* WHAT YOU NEED TO DO *
Copy each line below in which the word "graph" occurs.

* PROVIDED ENTRIES *
********************

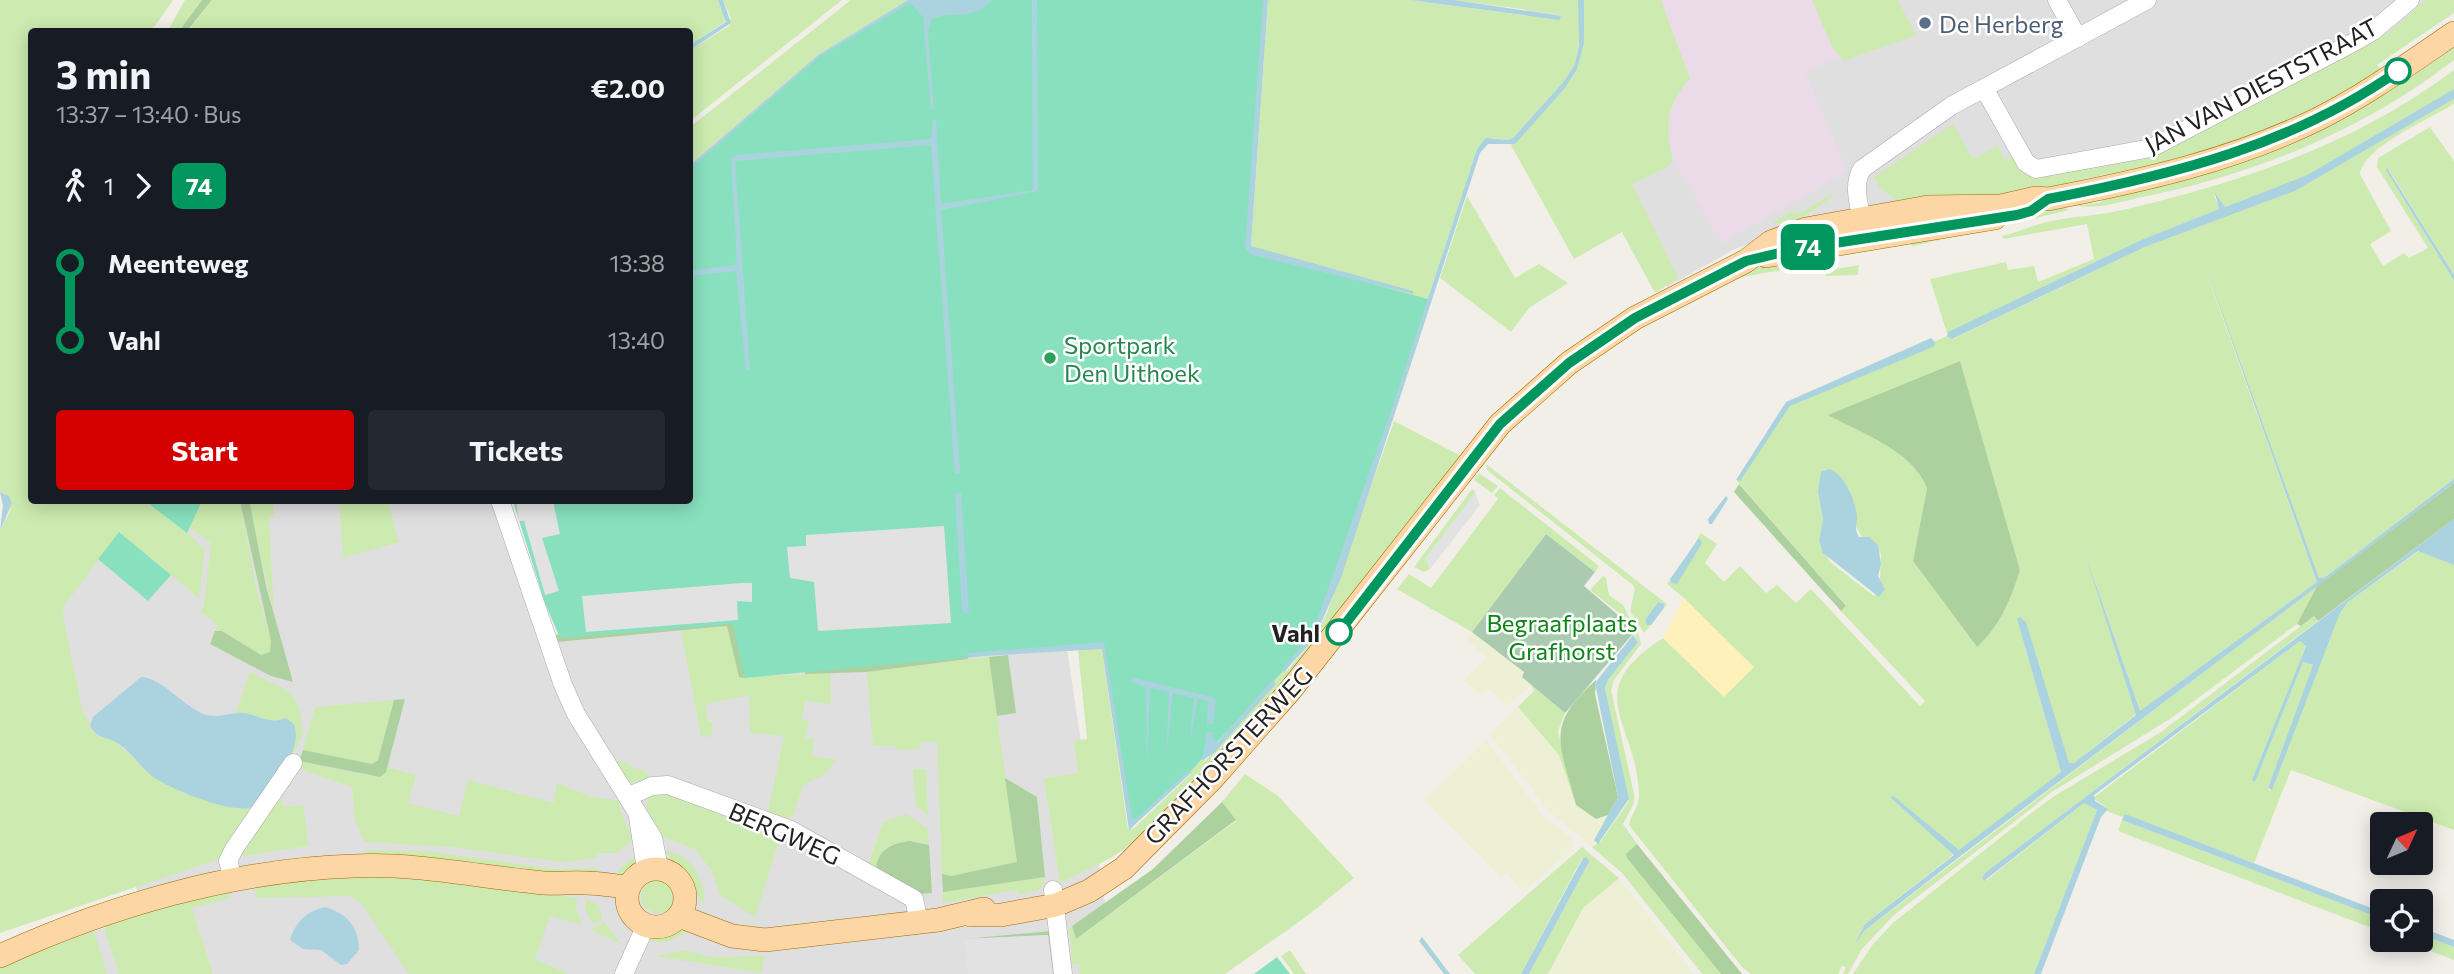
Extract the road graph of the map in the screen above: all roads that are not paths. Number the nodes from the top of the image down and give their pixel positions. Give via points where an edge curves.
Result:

********************

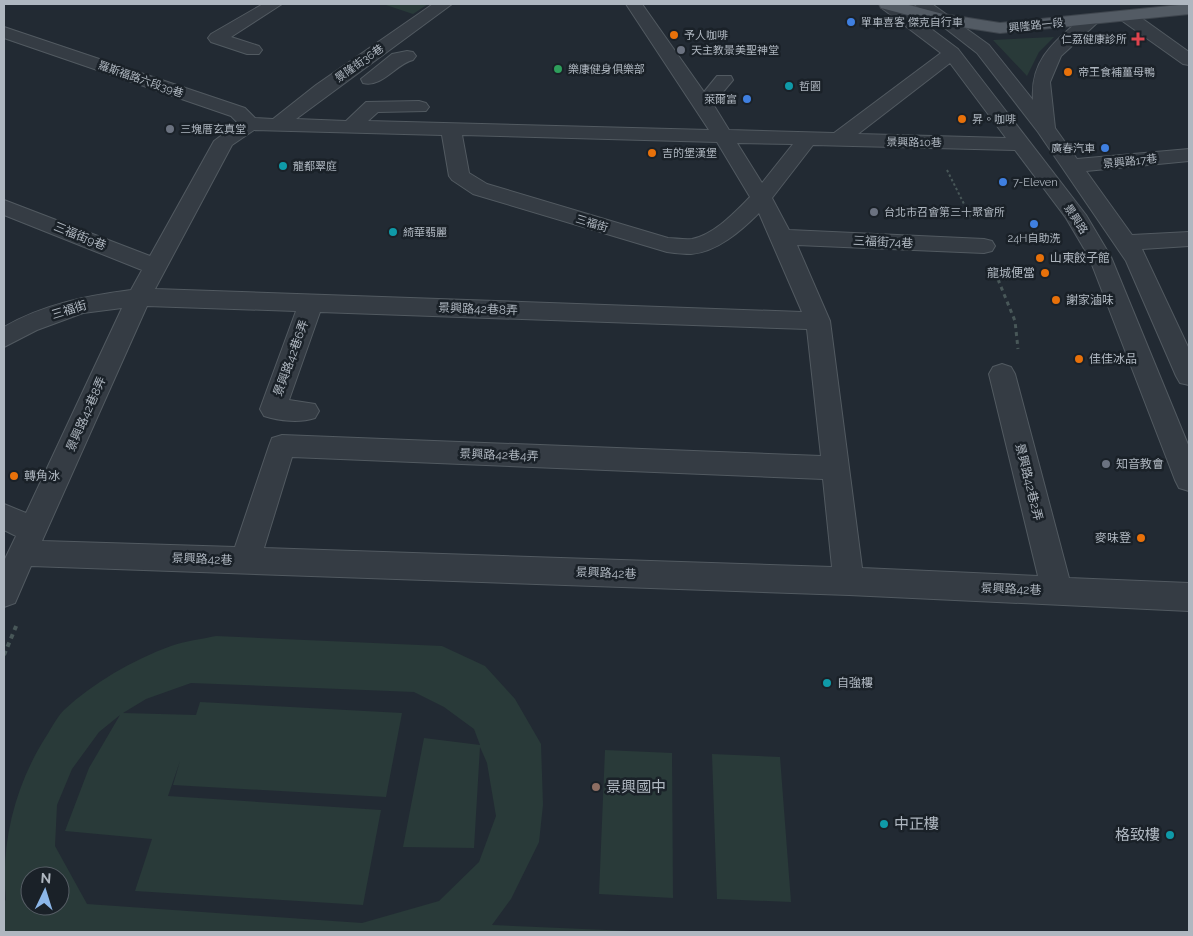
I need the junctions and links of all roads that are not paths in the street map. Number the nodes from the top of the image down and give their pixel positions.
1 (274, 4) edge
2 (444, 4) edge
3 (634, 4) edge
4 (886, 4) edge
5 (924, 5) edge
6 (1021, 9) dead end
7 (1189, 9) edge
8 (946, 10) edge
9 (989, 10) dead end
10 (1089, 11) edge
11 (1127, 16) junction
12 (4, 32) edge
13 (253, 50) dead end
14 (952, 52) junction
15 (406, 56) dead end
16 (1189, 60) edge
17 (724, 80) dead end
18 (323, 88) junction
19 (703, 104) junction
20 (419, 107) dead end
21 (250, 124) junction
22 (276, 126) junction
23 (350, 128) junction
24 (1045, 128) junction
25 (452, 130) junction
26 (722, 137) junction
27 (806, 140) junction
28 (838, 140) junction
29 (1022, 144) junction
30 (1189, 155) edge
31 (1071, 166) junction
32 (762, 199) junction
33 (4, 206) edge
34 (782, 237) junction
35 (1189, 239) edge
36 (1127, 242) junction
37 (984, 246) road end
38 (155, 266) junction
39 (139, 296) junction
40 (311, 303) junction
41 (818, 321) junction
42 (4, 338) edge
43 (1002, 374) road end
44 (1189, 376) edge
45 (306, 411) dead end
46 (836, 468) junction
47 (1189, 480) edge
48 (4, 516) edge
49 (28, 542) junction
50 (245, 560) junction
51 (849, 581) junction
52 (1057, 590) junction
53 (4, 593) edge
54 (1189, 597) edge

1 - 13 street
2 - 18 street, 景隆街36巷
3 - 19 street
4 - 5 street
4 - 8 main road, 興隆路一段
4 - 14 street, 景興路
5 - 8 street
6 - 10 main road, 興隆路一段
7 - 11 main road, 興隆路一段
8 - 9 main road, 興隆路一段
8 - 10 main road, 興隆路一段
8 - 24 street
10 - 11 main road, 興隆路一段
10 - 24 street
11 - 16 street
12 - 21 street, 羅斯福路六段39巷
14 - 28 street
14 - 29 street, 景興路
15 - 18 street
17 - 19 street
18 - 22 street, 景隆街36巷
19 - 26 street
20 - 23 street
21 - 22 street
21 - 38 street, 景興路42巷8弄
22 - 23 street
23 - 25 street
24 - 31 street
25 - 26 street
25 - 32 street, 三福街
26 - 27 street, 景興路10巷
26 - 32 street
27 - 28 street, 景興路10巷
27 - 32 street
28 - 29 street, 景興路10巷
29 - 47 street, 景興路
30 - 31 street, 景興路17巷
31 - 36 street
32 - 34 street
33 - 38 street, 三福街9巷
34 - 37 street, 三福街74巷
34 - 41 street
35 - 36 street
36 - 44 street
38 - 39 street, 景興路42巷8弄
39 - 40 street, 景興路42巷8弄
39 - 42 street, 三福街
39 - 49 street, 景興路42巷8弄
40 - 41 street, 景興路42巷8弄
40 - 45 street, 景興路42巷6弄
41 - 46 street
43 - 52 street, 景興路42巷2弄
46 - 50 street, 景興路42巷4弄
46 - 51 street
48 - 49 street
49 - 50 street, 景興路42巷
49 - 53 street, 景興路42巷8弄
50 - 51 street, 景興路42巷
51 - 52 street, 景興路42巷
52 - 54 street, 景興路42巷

********************

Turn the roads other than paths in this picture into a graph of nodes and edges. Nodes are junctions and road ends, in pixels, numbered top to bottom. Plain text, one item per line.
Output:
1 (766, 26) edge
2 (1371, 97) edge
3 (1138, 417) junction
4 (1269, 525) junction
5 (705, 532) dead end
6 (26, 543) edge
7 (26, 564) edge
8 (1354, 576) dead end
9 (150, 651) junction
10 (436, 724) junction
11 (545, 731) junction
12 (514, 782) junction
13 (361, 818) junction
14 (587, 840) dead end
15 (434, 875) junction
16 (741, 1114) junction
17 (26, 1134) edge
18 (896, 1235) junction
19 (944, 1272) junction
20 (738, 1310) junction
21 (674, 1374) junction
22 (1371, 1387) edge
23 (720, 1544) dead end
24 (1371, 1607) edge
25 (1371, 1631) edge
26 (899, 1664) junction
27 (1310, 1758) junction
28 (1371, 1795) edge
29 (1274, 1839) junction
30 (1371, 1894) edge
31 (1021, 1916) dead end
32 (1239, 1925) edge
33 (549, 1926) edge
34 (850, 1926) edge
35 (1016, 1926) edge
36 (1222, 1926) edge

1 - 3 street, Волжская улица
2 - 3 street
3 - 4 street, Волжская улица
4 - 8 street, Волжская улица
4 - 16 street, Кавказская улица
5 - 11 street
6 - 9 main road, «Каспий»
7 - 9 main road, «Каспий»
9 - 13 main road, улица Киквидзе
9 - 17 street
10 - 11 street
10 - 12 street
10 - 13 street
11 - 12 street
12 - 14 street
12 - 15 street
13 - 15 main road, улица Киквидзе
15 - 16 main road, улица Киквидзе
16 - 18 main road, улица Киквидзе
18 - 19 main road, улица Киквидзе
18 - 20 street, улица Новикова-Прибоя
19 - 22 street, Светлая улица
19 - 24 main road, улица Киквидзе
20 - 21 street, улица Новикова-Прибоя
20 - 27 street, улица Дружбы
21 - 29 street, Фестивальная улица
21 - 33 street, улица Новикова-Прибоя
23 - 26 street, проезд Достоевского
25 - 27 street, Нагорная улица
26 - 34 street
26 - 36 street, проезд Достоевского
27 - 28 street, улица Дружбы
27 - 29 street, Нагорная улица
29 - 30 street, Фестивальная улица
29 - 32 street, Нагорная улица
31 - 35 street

********************

* YOUR SOLUTION *
Extract the road graph of the map in the screen above: all roads that are not paths. Number the nodes from the top of the image down and give their pixel positions. Give via points where an edge curves.
Turn the roads other than paths in this picture into a graph of nodes and edges. Nodes are junctions and road ends, in pixels, numbered top to bottom. Plain text, one item per line.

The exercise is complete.